I like things in the middle.
The thought came to me as I opened a little carton of yogurt this morning. Actually that wasn’t my first thought – my first impression was a feeling of annoyance with the French, because before they introduced their six-ounce containers of Yoplait to America in 1977 we were all happy with hefty eight-ounce cartons. I’ve always wondered if that six-ouncer was passive-aggressive retaliation for all the French jokes we told in New England, but I digress,
Open a carton of yogurt and the first thought is “Do I really want to eat this too or will the poached egg take me all the way to lunch”. Your last thought is mild annoyance as you try to scrape the last ½ ounce from the embossed risers and ribs on the bottom of the cup.
….but in the middle?
It’s the same way with vacations. We were blessed with a two-week vacation back home to Alaska during both the summer of 1997 and the summer of 1999. Both visits played out pretty much the same:
- jet-lag and nostalgia over-dose for the first few days
- packing-anxiety and teary-eyed anticipation of parting AGAIN for the last few…
…but for four or five days in the middle of our stay it was glorious.

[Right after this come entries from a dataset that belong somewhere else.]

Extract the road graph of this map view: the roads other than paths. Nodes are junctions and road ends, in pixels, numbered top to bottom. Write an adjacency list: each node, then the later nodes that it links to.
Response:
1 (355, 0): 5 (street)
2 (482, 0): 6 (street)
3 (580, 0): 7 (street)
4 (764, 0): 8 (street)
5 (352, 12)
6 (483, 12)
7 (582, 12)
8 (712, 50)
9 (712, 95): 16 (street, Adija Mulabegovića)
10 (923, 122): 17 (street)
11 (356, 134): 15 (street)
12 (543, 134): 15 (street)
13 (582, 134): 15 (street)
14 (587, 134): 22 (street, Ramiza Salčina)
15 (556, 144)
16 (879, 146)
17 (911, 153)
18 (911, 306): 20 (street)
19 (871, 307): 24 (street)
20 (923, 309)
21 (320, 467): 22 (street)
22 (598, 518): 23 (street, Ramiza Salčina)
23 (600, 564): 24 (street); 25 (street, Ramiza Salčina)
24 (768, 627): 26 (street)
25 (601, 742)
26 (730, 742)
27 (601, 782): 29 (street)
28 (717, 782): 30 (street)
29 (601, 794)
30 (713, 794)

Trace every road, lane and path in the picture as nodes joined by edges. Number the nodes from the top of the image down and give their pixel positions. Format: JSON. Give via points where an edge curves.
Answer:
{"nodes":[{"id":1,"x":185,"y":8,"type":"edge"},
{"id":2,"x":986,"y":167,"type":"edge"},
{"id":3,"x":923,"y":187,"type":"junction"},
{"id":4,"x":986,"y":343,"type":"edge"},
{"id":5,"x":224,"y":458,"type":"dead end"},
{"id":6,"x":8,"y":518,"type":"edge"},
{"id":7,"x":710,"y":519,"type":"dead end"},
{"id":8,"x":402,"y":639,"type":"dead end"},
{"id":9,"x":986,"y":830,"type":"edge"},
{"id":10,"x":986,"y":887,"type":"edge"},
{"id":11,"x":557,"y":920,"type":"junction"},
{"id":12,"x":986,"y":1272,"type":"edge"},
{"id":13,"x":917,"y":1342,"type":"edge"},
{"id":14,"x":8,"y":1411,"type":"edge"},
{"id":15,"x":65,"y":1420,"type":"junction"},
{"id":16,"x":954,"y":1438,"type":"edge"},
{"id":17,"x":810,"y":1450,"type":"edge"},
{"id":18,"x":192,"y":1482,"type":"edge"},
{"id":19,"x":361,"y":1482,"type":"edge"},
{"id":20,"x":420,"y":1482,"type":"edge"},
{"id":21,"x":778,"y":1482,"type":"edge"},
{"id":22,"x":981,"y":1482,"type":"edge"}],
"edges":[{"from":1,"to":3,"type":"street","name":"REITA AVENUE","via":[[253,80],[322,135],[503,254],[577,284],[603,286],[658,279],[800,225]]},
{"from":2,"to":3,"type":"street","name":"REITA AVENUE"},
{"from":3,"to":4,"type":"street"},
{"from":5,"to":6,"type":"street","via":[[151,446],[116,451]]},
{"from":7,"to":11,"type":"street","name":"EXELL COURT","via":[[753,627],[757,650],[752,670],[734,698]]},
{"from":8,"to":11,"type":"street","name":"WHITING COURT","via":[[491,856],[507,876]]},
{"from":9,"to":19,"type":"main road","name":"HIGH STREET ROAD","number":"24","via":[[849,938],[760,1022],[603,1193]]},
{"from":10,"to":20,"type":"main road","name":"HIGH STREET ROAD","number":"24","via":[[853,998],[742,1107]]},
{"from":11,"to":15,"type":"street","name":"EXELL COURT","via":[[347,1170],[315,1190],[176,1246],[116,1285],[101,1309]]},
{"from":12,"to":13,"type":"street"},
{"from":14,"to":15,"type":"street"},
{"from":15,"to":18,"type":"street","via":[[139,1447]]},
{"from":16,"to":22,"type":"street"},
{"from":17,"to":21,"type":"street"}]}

We still had plenty of money left in our trip-budget, our friends and family had finally been able to adjust schedules to accommodate individual visits and the specter of departure was too far away to loom very effectively.
I think it makes for a healthy philosophy for life in general. Rather than fuss about what I didn’t get in the past (half-empty) or what riches I might amass in the future (half-full) I think I’d rather concentrate on the blessings I have right now.
In the middle.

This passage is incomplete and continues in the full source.